The “X” date is February 15-- at least according to Steve Bell, a senior official at the Bipartisan Policy Center as reported by the “Fiscal Times.” That is the date after which we can not pay our bills if Republicans in Congress follow through on their threats to not raise the debt ceiling
The federal government hit its debt limit on December 31st. As of that date the Treasury can not issue bonds, or borrow money from government trust funds to pay the bills. Treasury Secretary Tim Geithner is using “extraordinary measures” to move money and payments around to buy more time for Congress to act. All those measure buy us until February 15th or shortly thereafter.
The debt ceiling is a limit set by Congress on how much indebtedness the nation may incur to pay for spending Congress appropriated. Normally, Congress routinely raised the limit to match the appropriation bills it passed, as well as pay the interest on the debt it incurred by spending more than it was willing to tax.
The new normal for congressional Republicans is to Etch-A-Sketch the debt it ran up away by simply not paying it. They are using threats of defaulting on our debts as leverage to force Democrats and the White House to govern the way they would have if the voters had seen fit to give Republicans a majority in the Senate and control of the White House again. The GOP sees it as a way to nullify the election, or at least its consequences—a way to win even if they lost.
Last time we hit the limit Congress went to the brink before it passed a bill. The stock market dropped like a bunker-busting bomb from a B-52 and our AAA credit rating was downgraded. Republicans liked that so much they want to do it again.
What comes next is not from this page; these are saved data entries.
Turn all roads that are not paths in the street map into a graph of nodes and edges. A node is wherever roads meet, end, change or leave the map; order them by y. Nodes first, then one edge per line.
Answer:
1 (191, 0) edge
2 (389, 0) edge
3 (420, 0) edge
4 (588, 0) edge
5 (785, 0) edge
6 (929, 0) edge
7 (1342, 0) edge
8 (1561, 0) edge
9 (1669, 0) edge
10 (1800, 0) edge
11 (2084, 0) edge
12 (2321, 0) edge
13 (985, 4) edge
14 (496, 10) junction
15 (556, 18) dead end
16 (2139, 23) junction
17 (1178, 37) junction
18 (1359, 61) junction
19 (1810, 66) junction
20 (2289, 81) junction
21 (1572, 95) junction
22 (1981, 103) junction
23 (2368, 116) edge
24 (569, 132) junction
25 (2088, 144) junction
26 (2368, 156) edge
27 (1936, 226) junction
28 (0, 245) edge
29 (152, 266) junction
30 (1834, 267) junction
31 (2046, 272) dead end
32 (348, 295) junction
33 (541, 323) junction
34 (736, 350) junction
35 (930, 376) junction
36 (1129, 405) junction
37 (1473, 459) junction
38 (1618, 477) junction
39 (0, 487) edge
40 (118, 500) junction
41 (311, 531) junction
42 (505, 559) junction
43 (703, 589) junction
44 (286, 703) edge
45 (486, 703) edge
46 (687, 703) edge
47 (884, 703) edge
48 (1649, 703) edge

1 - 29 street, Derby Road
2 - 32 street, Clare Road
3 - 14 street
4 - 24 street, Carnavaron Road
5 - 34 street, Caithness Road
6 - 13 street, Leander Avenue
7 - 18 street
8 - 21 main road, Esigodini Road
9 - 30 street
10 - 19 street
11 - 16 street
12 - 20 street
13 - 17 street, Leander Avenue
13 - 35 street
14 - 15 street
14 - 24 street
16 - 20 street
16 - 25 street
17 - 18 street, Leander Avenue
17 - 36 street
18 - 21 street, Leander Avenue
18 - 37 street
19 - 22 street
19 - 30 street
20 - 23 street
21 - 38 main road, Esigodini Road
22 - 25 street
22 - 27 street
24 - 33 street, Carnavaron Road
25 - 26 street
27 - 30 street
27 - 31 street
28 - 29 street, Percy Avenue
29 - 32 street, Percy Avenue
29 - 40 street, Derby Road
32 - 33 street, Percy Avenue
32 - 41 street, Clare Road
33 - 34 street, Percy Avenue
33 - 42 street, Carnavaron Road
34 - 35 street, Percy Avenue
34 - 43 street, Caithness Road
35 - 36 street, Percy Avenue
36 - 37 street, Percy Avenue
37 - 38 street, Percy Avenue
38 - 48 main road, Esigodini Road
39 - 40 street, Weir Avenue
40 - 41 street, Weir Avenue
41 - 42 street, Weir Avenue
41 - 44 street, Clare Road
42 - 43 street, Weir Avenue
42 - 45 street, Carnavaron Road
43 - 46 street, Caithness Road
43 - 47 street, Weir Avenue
President Obama said he is” not playing those games again.” So there is a stand off. A few things can happen: a) we will default on our debts, b) one side will blink meaning Republicans will raise the ceiling or Democrats will agree to cut Social Security, or c) the president will defy Congress and sell bonds to pay the bills, and tell Congress “sue me.”
Another option, if nothing happens, is the Treasury Department can pay what it can with the money available and let other bills go unpaid.
If that is chosen, the stock markets would certainly drop; our economy would suffer; our credit rating would be lowered by more agencies than just S & P, and the economy would tank.
Let’s suppose that is the precisely what Republicans in Congress want. Who and what would likely get paid, and who would get the shaft?
The Constitution mandates that the president must pay the lawful debts of the United States. So, the Executive Branch would have to first pay the interest on all our debt—external and internal. This means all debt held in bonds whether by Americans, or countries like China would be paid first. Then all interest and principal due on money the government borrowed from itself (Social Security, Medicare, and other trust funds) would be paid next--unless someone determines a debt we owe to ourselves is not really a debt.
Then pensions to federal workers and veterans would be paid followed by payments due to contractors engaged by government agencies, and payments due for materials procured under contract. Then tax refunds, if they are considered debt, would be put in the queue.
After that most, if not all, of the the money would be gone. That means to avoid running up debts that can not be paid, federal workers would have to be let go; departments would be shut down; services from the FAA to highways, military to unemployment; payments to farmers, foodtamps and all federal programs would be virtually eliminated or severely cut back. It would look like 1929 again—the good ole’ days.
Unless you are in the top of that priority list, you can expect to take a hit. We all will when the economy collapses, government ceases to function, and our lives are disrupted. This is what austerity Republican style looks like. It could be coming to a home near you.